WHAT YOU HAVE TO DO »
Please give the entries again in full and exactly, without any picture.

··········

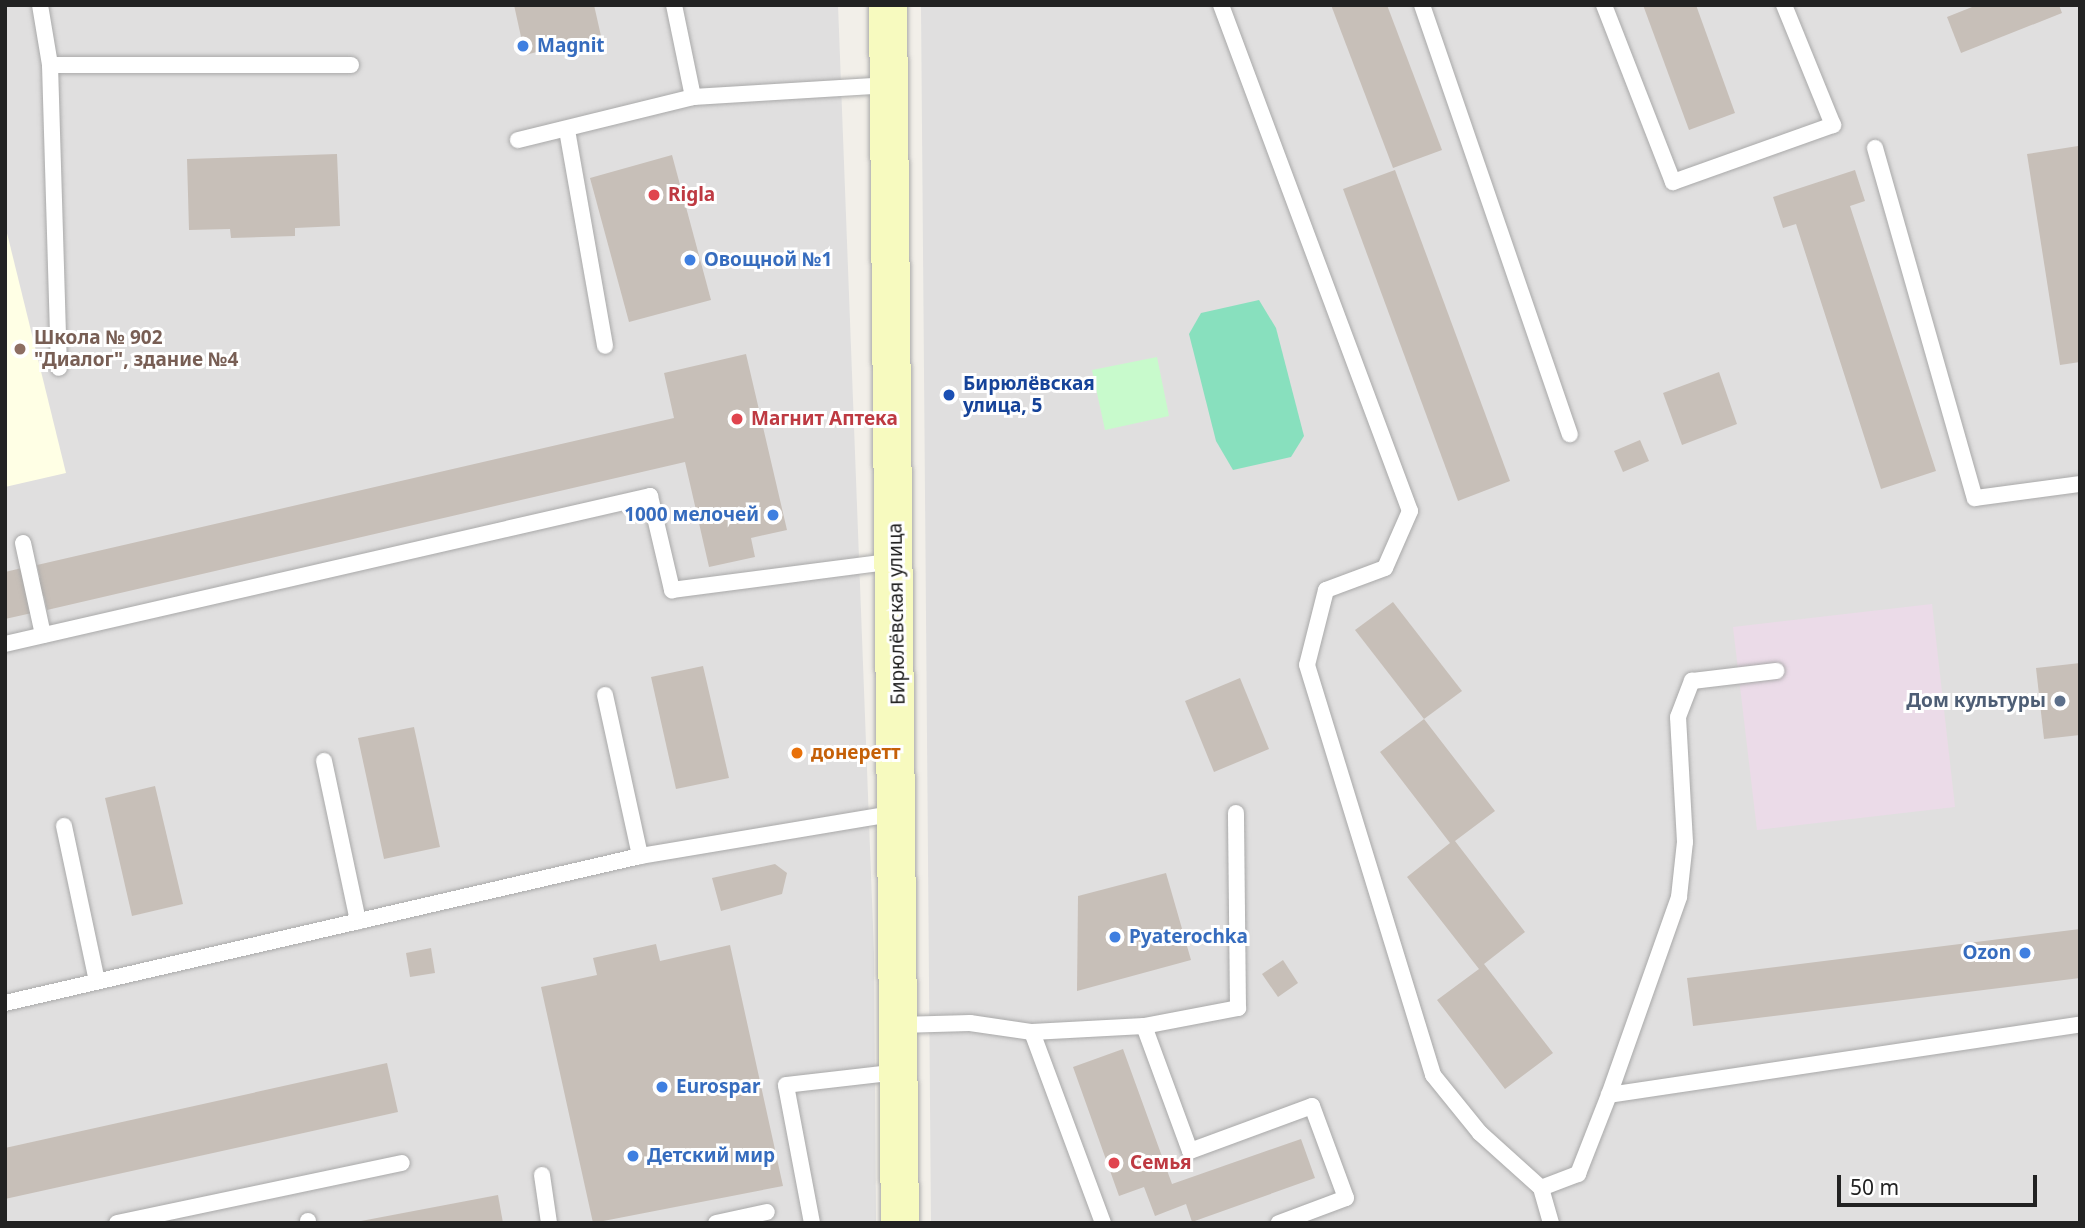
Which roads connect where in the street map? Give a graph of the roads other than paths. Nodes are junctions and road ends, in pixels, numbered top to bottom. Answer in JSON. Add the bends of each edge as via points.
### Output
{"nodes":[{"id":1,"x":40,"y":5,"type":"edge"},
{"id":2,"x":674,"y":5,"type":"edge"},
{"id":3,"x":888,"y":5,"type":"edge"},
{"id":4,"x":1220,"y":5,"type":"edge"},
{"id":5,"x":1422,"y":5,"type":"edge"},
{"id":6,"x":1604,"y":5,"type":"edge"},
{"id":7,"x":1784,"y":5,"type":"edge"},
{"id":8,"x":50,"y":65,"type":"junction"},
{"id":9,"x":351,"y":65,"type":"dead end"},
{"id":10,"x":890,"y":85,"type":"junction"},
{"id":11,"x":693,"y":97,"type":"junction"},
{"id":12,"x":567,"y":130,"type":"junction"},
{"id":13,"x":519,"y":140,"type":"dead end"},
{"id":14,"x":1875,"y":148,"type":"dead end"},
{"id":15,"x":605,"y":346,"type":"dead end"},
{"id":16,"x":59,"y":368,"type":"dead end"},
{"id":17,"x":1570,"y":433,"type":"dead end"},
{"id":18,"x":2080,"y":484,"type":"edge"},
{"id":19,"x":23,"y":543,"type":"dead end"},
{"id":20,"x":896,"y":561,"type":"junction"},
{"id":21,"x":43,"y":635,"type":"junction"},
{"id":22,"x":5,"y":644,"type":"edge"},
{"id":23,"x":1776,"y":671,"type":"dead end"},
{"id":24,"x":605,"y":695,"type":"dead end"},
{"id":25,"x":324,"y":761,"type":"dead end"},
{"id":26,"x":900,"y":812,"type":"junction"},
{"id":27,"x":1236,"y":813,"type":"dead end"},
{"id":28,"x":64,"y":827,"type":"dead end"},
{"id":29,"x":640,"y":856,"type":"junction"},
{"id":30,"x":358,"y":921,"type":"junction"},
{"id":31,"x":97,"y":981,"type":"junction"},
{"id":32,"x":5,"y":1003,"type":"edge"},
{"id":33,"x":899,"y":1025,"type":"junction"},
{"id":34,"x":2080,"y":1025,"type":"edge"},
{"id":35,"x":1144,"y":1026,"type":"junction"},
{"id":36,"x":1032,"y":1032,"type":"junction"},
{"id":37,"x":899,"y":1072,"type":"junction"},
{"id":38,"x":1609,"y":1095,"type":"junction"},
{"id":39,"x":402,"y":1163,"type":"dead end"},
{"id":40,"x":542,"y":1175,"type":"dead end"},
{"id":41,"x":1541,"y":1188,"type":"junction"},
{"id":42,"x":766,"y":1212,"type":"dead end"},
{"id":43,"x":117,"y":1223,"type":"edge"},
{"id":44,"x":549,"y":1223,"type":"edge"},
{"id":45,"x":716,"y":1223,"type":"edge"},
{"id":46,"x":812,"y":1223,"type":"edge"},
{"id":47,"x":900,"y":1223,"type":"edge"},
{"id":48,"x":1103,"y":1223,"type":"edge"},
{"id":49,"x":1279,"y":1223,"type":"edge"},
{"id":50,"x":1551,"y":1223,"type":"edge"}],
"edges":[{"from":1,"to":8,"type":"lane"},
{"from":2,"to":11,"type":"lane"},
{"from":3,"to":10,"type":"street","name":"Бирюлёвская улица"},
{"from":4,"to":41,"type":"lane","via":[[1410,511],[1385,568],[1326,590],[1307,665],[1433,1075],[1480,1133]]},
{"from":5,"to":17,"type":"lane"},
{"from":6,"to":7,"type":"lane","via":[[1673,182],[1833,125]]},
{"from":8,"to":9,"type":"lane"},
{"from":8,"to":16,"type":"lane"},
{"from":10,"to":11,"type":"lane"},
{"from":10,"to":20,"type":"street","name":"Бирюлёвская улица"},
{"from":11,"to":12,"type":"lane"},
{"from":12,"to":13,"type":"lane"},
{"from":12,"to":15,"type":"lane"},
{"from":14,"to":18,"type":"lane","via":[[1975,498]]},
{"from":19,"to":21,"type":"lane"},
{"from":20,"to":21,"type":"lane","via":[[672,590],[650,496]]},
{"from":20,"to":26,"type":"street","name":"Бирюлёвская улица"},
{"from":21,"to":22,"type":"lane"},
{"from":23,"to":38,"type":"lane","via":[[1692,681],[1678,717],[1685,842],[1679,897]]},
{"from":24,"to":29,"type":"lane"},
{"from":25,"to":30,"type":"lane"},
{"from":26,"to":29,"type":"lane"},
{"from":26,"to":33,"type":"street","name":"Бирюлёвская улица"},
{"from":27,"to":35,"type":"lane","via":[[1238,1008]]},
{"from":28,"to":31,"type":"lane"},
{"from":29,"to":30,"type":"lane"},
{"from":30,"to":31,"type":"lane"},
{"from":31,"to":32,"type":"lane"},
{"from":33,"to":36,"type":"lane","via":[[970,1023]]},
{"from":33,"to":37,"type":"street","name":"Бирюлёвская улица"},
{"from":34,"to":38,"type":"lane"},
{"from":35,"to":36,"type":"lane"},
{"from":35,"to":49,"type":"lane","via":[[1190,1151],[1312,1106],[1346,1198]]},
{"from":36,"to":48,"type":"lane"},
{"from":37,"to":46,"type":"lane","via":[[786,1084]]},
{"from":37,"to":47,"type":"street","name":"Бирюлёвская улица"},
{"from":38,"to":41,"type":"lane","via":[[1578,1174]]},
{"from":39,"to":43,"type":"lane"},
{"from":40,"to":44,"type":"lane"},
{"from":41,"to":50,"type":"lane"},
{"from":42,"to":45,"type":"lane"}]}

··········

FINISHED TASK »
Which roads connect where in the street map? Give a graph of the roads other than paths. Nodes are junctions and road ends, in pixels, numbered top to bottom. Answer in JSON. Add the bends of each edge as via points.
### Output
{"nodes":[{"id":1,"x":40,"y":5,"type":"edge"},
{"id":2,"x":674,"y":5,"type":"edge"},
{"id":3,"x":888,"y":5,"type":"edge"},
{"id":4,"x":1220,"y":5,"type":"edge"},
{"id":5,"x":1422,"y":5,"type":"edge"},
{"id":6,"x":1604,"y":5,"type":"edge"},
{"id":7,"x":1784,"y":5,"type":"edge"},
{"id":8,"x":50,"y":65,"type":"junction"},
{"id":9,"x":351,"y":65,"type":"dead end"},
{"id":10,"x":890,"y":85,"type":"junction"},
{"id":11,"x":693,"y":97,"type":"junction"},
{"id":12,"x":567,"y":130,"type":"junction"},
{"id":13,"x":519,"y":140,"type":"dead end"},
{"id":14,"x":1875,"y":148,"type":"dead end"},
{"id":15,"x":605,"y":346,"type":"dead end"},
{"id":16,"x":59,"y":368,"type":"dead end"},
{"id":17,"x":1570,"y":433,"type":"dead end"},
{"id":18,"x":2080,"y":484,"type":"edge"},
{"id":19,"x":23,"y":543,"type":"dead end"},
{"id":20,"x":896,"y":561,"type":"junction"},
{"id":21,"x":43,"y":635,"type":"junction"},
{"id":22,"x":5,"y":644,"type":"edge"},
{"id":23,"x":1776,"y":671,"type":"dead end"},
{"id":24,"x":605,"y":695,"type":"dead end"},
{"id":25,"x":324,"y":761,"type":"dead end"},
{"id":26,"x":900,"y":812,"type":"junction"},
{"id":27,"x":1236,"y":813,"type":"dead end"},
{"id":28,"x":64,"y":827,"type":"dead end"},
{"id":29,"x":640,"y":856,"type":"junction"},
{"id":30,"x":358,"y":921,"type":"junction"},
{"id":31,"x":97,"y":981,"type":"junction"},
{"id":32,"x":5,"y":1003,"type":"edge"},
{"id":33,"x":899,"y":1025,"type":"junction"},
{"id":34,"x":2080,"y":1025,"type":"edge"},
{"id":35,"x":1144,"y":1026,"type":"junction"},
{"id":36,"x":1032,"y":1032,"type":"junction"},
{"id":37,"x":899,"y":1072,"type":"junction"},
{"id":38,"x":1609,"y":1095,"type":"junction"},
{"id":39,"x":402,"y":1163,"type":"dead end"},
{"id":40,"x":542,"y":1175,"type":"dead end"},
{"id":41,"x":1541,"y":1188,"type":"junction"},
{"id":42,"x":766,"y":1212,"type":"dead end"},
{"id":43,"x":117,"y":1223,"type":"edge"},
{"id":44,"x":549,"y":1223,"type":"edge"},
{"id":45,"x":716,"y":1223,"type":"edge"},
{"id":46,"x":812,"y":1223,"type":"edge"},
{"id":47,"x":900,"y":1223,"type":"edge"},
{"id":48,"x":1103,"y":1223,"type":"edge"},
{"id":49,"x":1279,"y":1223,"type":"edge"},
{"id":50,"x":1551,"y":1223,"type":"edge"}],
"edges":[{"from":1,"to":8,"type":"lane"},
{"from":2,"to":11,"type":"lane"},
{"from":3,"to":10,"type":"street","name":"Бирюлёвская улица"},
{"from":4,"to":41,"type":"lane","via":[[1410,511],[1385,568],[1326,590],[1307,665],[1433,1075],[1480,1133]]},
{"from":5,"to":17,"type":"lane"},
{"from":6,"to":7,"type":"lane","via":[[1673,182],[1833,125]]},
{"from":8,"to":9,"type":"lane"},
{"from":8,"to":16,"type":"lane"},
{"from":10,"to":11,"type":"lane"},
{"from":10,"to":20,"type":"street","name":"Бирюлёвская улица"},
{"from":11,"to":12,"type":"lane"},
{"from":12,"to":13,"type":"lane"},
{"from":12,"to":15,"type":"lane"},
{"from":14,"to":18,"type":"lane","via":[[1975,498]]},
{"from":19,"to":21,"type":"lane"},
{"from":20,"to":21,"type":"lane","via":[[672,590],[650,496]]},
{"from":20,"to":26,"type":"street","name":"Бирюлёвская улица"},
{"from":21,"to":22,"type":"lane"},
{"from":23,"to":38,"type":"lane","via":[[1692,681],[1678,717],[1685,842],[1679,897]]},
{"from":24,"to":29,"type":"lane"},
{"from":25,"to":30,"type":"lane"},
{"from":26,"to":29,"type":"lane"},
{"from":26,"to":33,"type":"street","name":"Бирюлёвская улица"},
{"from":27,"to":35,"type":"lane","via":[[1238,1008]]},
{"from":28,"to":31,"type":"lane"},
{"from":29,"to":30,"type":"lane"},
{"from":30,"to":31,"type":"lane"},
{"from":31,"to":32,"type":"lane"},
{"from":33,"to":36,"type":"lane","via":[[970,1023]]},
{"from":33,"to":37,"type":"street","name":"Бирюлёвская улица"},
{"from":34,"to":38,"type":"lane"},
{"from":35,"to":36,"type":"lane"},
{"from":35,"to":49,"type":"lane","via":[[1190,1151],[1312,1106],[1346,1198]]},
{"from":36,"to":48,"type":"lane"},
{"from":37,"to":46,"type":"lane","via":[[786,1084]]},
{"from":37,"to":47,"type":"street","name":"Бирюлёвская улица"},
{"from":38,"to":41,"type":"lane","via":[[1578,1174]]},
{"from":39,"to":43,"type":"lane"},
{"from":40,"to":44,"type":"lane"},
{"from":41,"to":50,"type":"lane"},
{"from":42,"to":45,"type":"lane"}]}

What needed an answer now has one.